Microarray-based Online Platforms for Breast Cancer

Recently, various microarray-based online tools have been developed with promises of assistance to the treatment decisions for breast cancer patients. Gene expression-based Outcome for Breast cancer Online (GOBO) is one of newly developed online tool.[54] GOBO has three main applications: Gene Set Analysis (GSA), Coexpressed Genes (CG), and Sample Prediction (SP).

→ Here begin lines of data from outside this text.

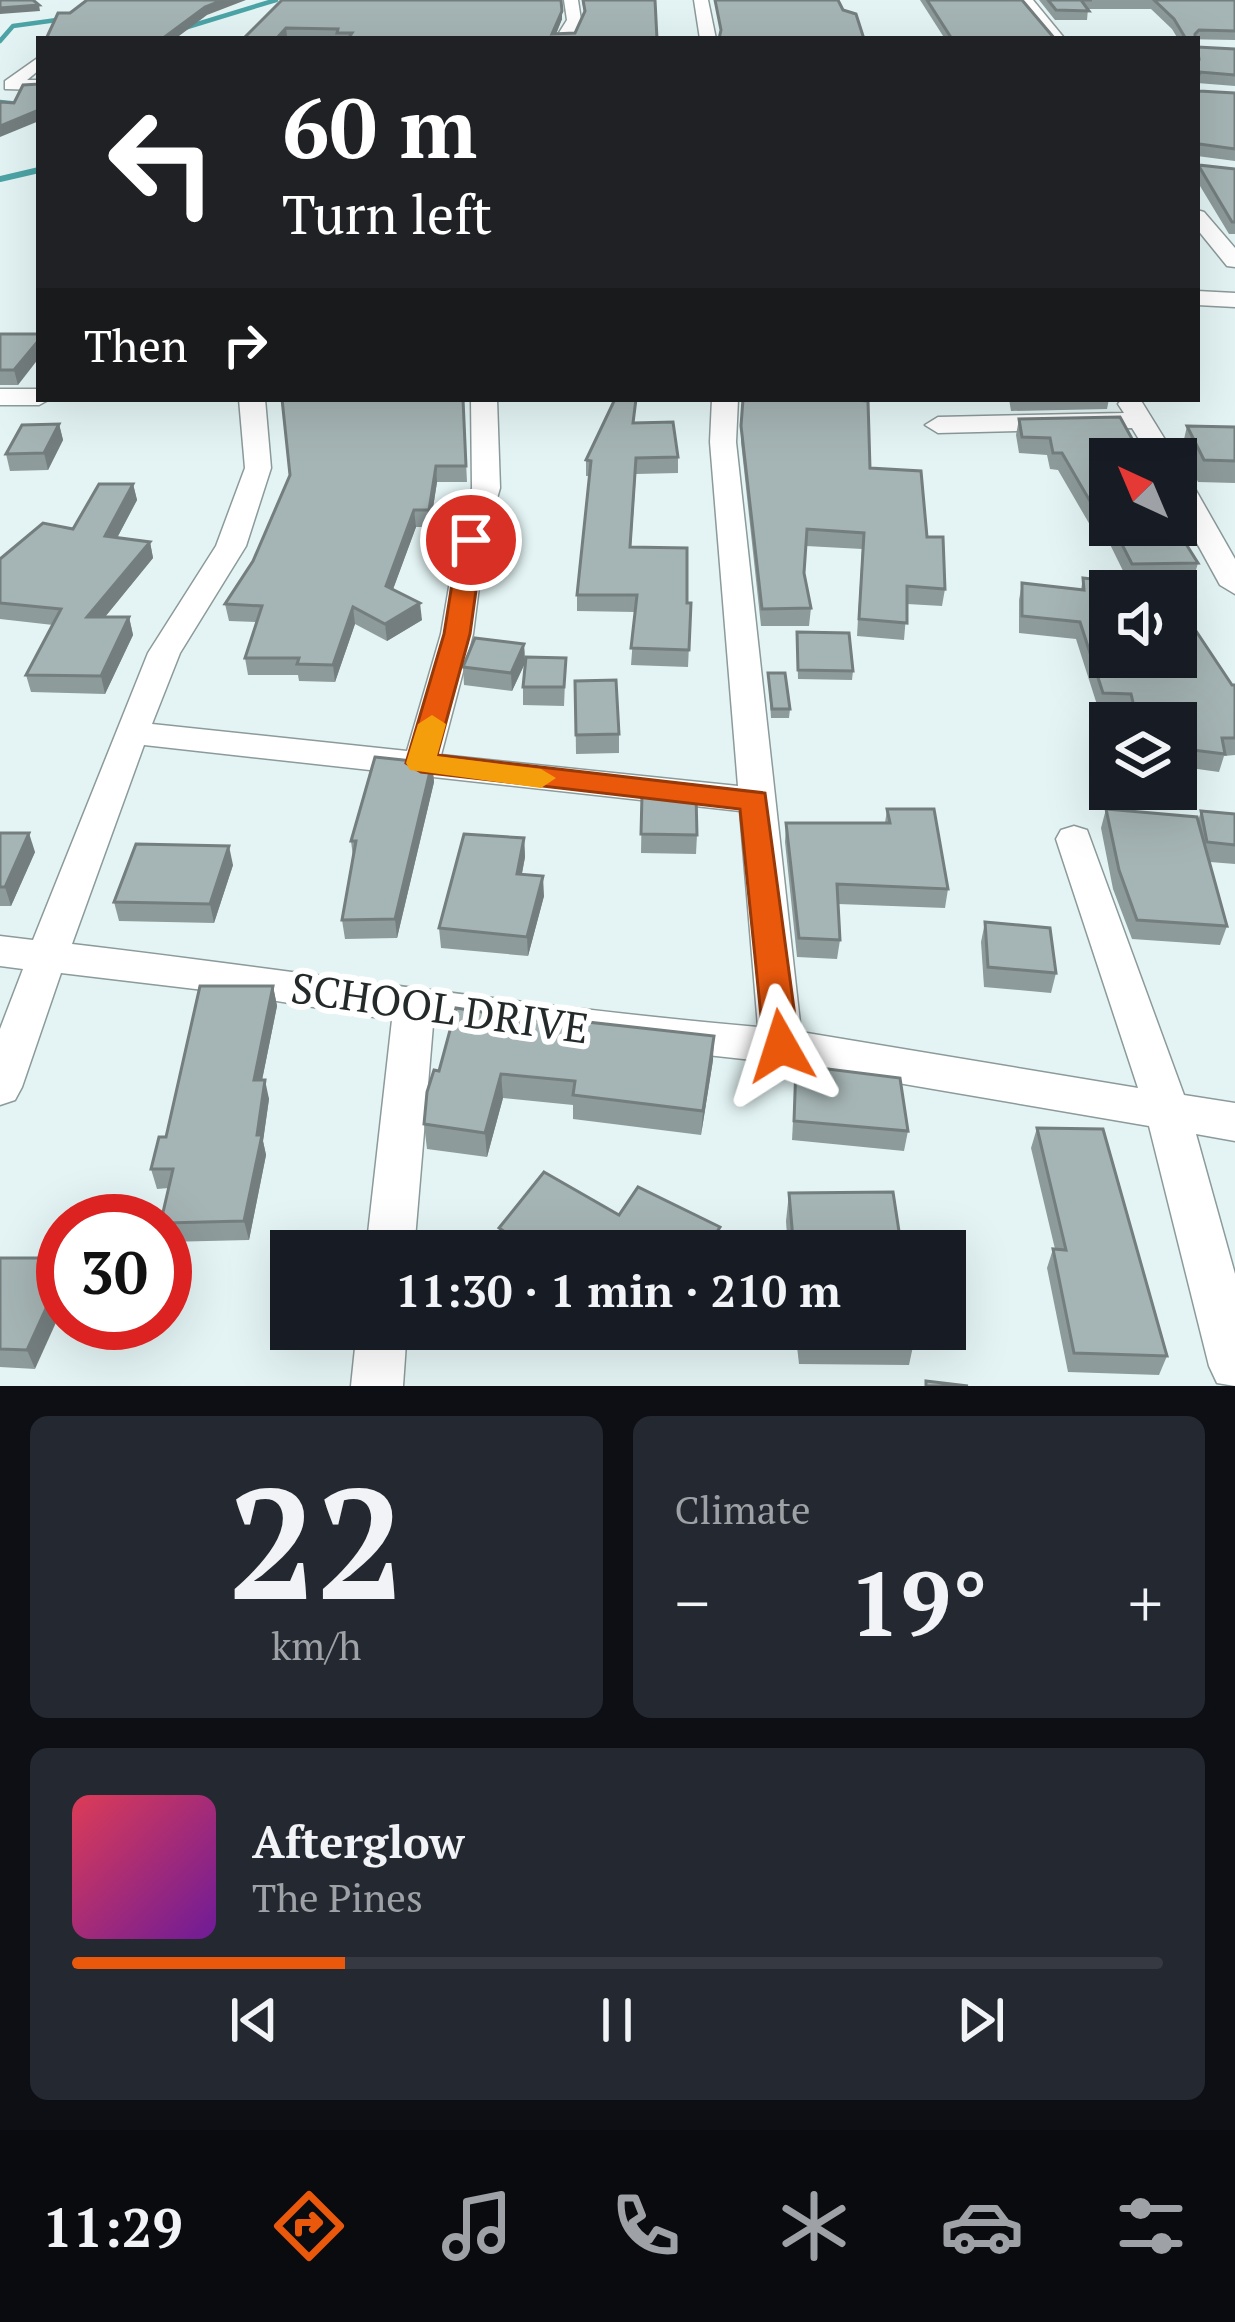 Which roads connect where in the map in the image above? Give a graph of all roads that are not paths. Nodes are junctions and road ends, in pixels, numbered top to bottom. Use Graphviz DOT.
graph roads {
  1 [pos="572,0"];
  2 [pos="701,0"];
  3 [pos="1025,0"];
  4 [pos="565,36"];
  5 [pos="707,36"];
  6 [pos="1055,36"];
  7 [pos="36,64"];
  8 [pos="36,85"];
  9 [pos="6,88"];
  10 [pos="1200,220"];
  11 [pos="1235,261"];
  12 [pos="1200,298"];
  13 [pos="1235,300"];
  14 [pos="0,397"];
  15 [pos="36,397"];
  16 [pos="252,402"];
  17 [pos="484,402"];
  18 [pos="725,402"];
  19 [pos="1135,410"];
  20 [pos="938,424"];
  21 [pos="1152,438"];
  22 [pos="1197,517"];
  23 [pos="1235,585"];
  24 [pos="134,733"];
  25 [pos="421,763"];
  26 [pos="754,800"];
  27 [pos="1074,839"];
  28 [pos="0,951"];
  29 [pos="50,956"];
  30 [pos="414,1008"];
  31 [pos="781,1046"];
  32 [pos="0,1087"];
  33 [pos="1168,1112"];
  34 [pos="1235,1122"];
  35 [pos="392,1230"];
  36 [pos="380,1350"];
  37 [pos="1235,1366"];
  38 [pos="377,1386"];
  1 -- 4 [label="street"];
  2 -- 5 [label="street"];
  3 -- 6 [label="street"];
  7 -- 9 [label="street"];
  8 -- 9 [label="street"];
  10 -- 11 [label="street"];
  12 -- 13 [label="street"];
  14 -- 15 [label="street"];
  16 -- 24 [label="street"];
  17 -- 25 [label="street"];
  18 -- 26 [label="street"];
  19 -- 20 [label="street"];
  19 -- 21 [label="street"];
  22 -- 23 [label="street"];
  24 -- 25 [label="street"];
  24 -- 29 [label="street"];
  25 -- 26 [label="street"];
  26 -- 31 [label="street"];
  27 -- 33 [label="street"];
  28 -- 29 [label="street, SCHOOL DRIVE"];
  29 -- 30 [label="street, SCHOOL DRIVE"];
  29 -- 32 [label="street"];
  30 -- 31 [label="street, SCHOOL DRIVE"];
  30 -- 35 [label="street"];
  31 -- 33 [label="street, SCHOOL DRIVE"];
  33 -- 34 [label="street, SCHOOL DRIVE"];
  33 -- 37 [label="street"];
  36 -- 38 [label="street"];
} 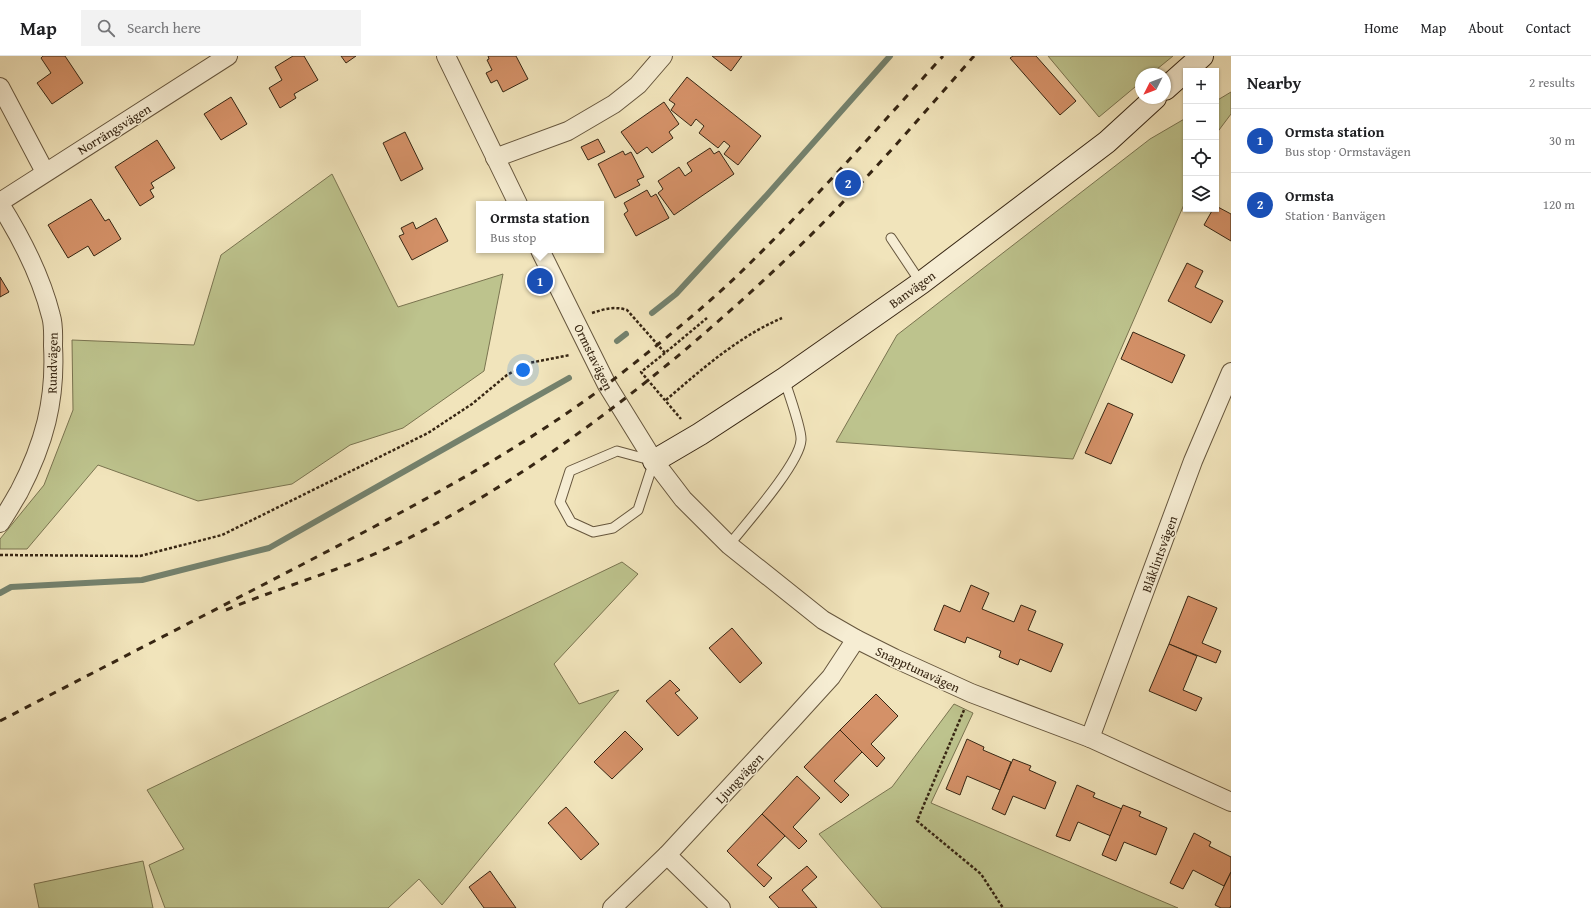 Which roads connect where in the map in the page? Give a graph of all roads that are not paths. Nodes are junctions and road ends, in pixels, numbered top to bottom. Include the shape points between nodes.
1 (228, 56) edge
2 (446, 56) edge
3 (663, 56) edge
4 (1202, 56) edge
5 (1171, 84) edge
6 (0, 87) edge
7 (1149, 104) edge
8 (495, 158) junction
9 (45, 172) junction
10 (516, 201) edge
11 (0, 203) edge
12 (891, 238) dead end
13 (542, 253) edge
14 (921, 283) junction
15 (1231, 372) edge
16 (784, 379) junction
17 (654, 461) junction
18 (0, 523) edge
19 (729, 545) junction
20 (856, 639) junction
21 (1090, 738) junction
22 (1231, 802) edge
23 (667, 855) junction
24 (612, 908) edge
25 (720, 908) edge

1 - 9 street, Norrängsvägen
2 - 8 street
3 - 8 street via 638,85 614,104 568,131
4 - 5 street
6 - 9 street
7 - 14 street, Banvägen via 1107,142
8 - 10 street
9 - 11 street, Norrängsvägen
11 - 18 street, Rundvägen via 42,285 52,318 54,354 53,389 45,431 31,468
12 - 14 lane
13 - 17 street, Ormstavägen via 589,351
14 - 16 street, Banvägen
15 - 21 street, Blåklintsvägen via 1193,461
16 - 17 street, Banvägen
16 - 19 lane via 802,440 785,473
17 - 17 lane via 617,451 570,471 560,502 571,522 594,532 613,528 638,510
17 - 19 street, Snapptunavägen via 687,504
19 - 20 street, Snapptunavägen via 823,620
20 - 21 street, Snapptunavägen via 971,693
20 - 23 street, Ljungvägen via 831,677
21 - 22 street, Snapptunavägen
23 - 24 street, Ljungvägen
23 - 25 street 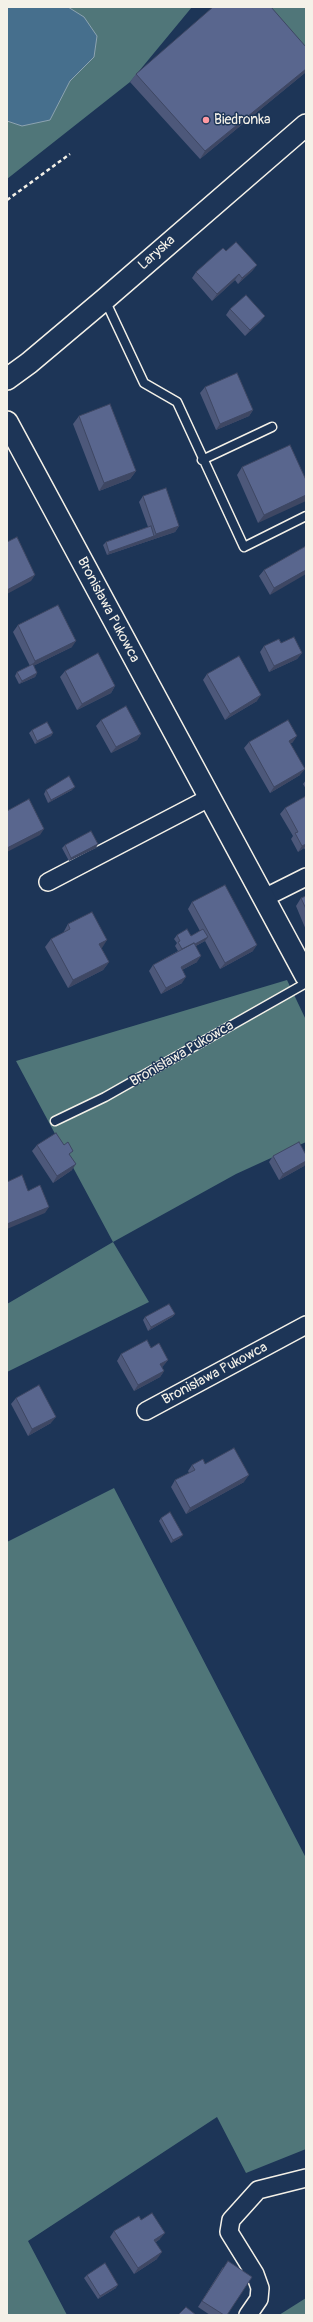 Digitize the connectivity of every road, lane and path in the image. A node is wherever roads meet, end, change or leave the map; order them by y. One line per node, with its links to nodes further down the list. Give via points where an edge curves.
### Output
1 (306, 125): 4 (street, Laryska)
2 (70, 154): 3 (path)
3 (7, 200)
4 (105, 299): 5 (street, Laryska); 8 (lane, via 144,383 177,402)
5 (7, 379)
6 (7, 422): 10 (street, Bronisława Pukowca)
7 (272, 427): 8 (lane)
8 (202, 460): 9 (lane, via 244,547)
9 (306, 516)
10 (209, 798): 12 (street); 13 (street, Bronisława Pukowca)
11 (306, 877): 13 (street)
12 (48, 882)
13 (264, 898): 14 (street, Bronisława Pukowca)
14 (306, 976)
15 (306, 983): 16 (lane, Bronisława Pukowca, via 105,1098)
16 (55, 1121)
17 (306, 1325): 18 (street, Bronisława Pukowca)
18 (146, 1412)
19 (306, 2178): 20 (street, via 258,2190 231,2220 229,2232 255,2274 260,2288 259,2299)
20 (248, 2315)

Recurrence online is another online tool for microarray-based breast cancer diagnosis. It is an online analysis tool to determine breast cancer recurrence and hormone receptor status using microarray data. It also has three major applications: prediction of response to hormonal treatment (ER status), prediction of response to targeted therapy 9HER2 status) and estimation of survival (recurrence score) for breast cancer patients.[55] Kaplan--Meier Plotter (KM Plotter) is online tool for the preliminary biomarker assessment. It has two applications: KM plotter for breast cancer and KM plotter for ovarian cancer. Prognostic value of a particular gene can be analyzed by splitting the patient sample into two groups according to various quantile expressions of the proposed biomarker. Comparison can be made between the two patient cohorts in terms of relapse free survival or overall survival. KM plotter displays survival curve, the hazard ratio with 95% confidence intervals and log-rank P value as output.[56]

Conclusion

The molecular basis of breast cancer has been redefined over the past decade. Paving the way in this respect has been the advent of DNA microarray technology, which has provided a massive source of data on gene expression alterations in human breast tumors. Microarray profiling has, unquestionably, been established as a powerful tool in unraveling mechanistic insights into tumor biology. The initial studies have been promising enough to provide a novel, personalized dimension to the treatment and care of breast cancer patients; however, development of predictive signatures within the dimension of molecular subtypes is an area requiring further investigation. To conclude, researchers need to employ an array of different technologies and utilize the whole spectrum of biological and clinical data available in order to elucidate and clarify the multifaceted complexity of breast cancer.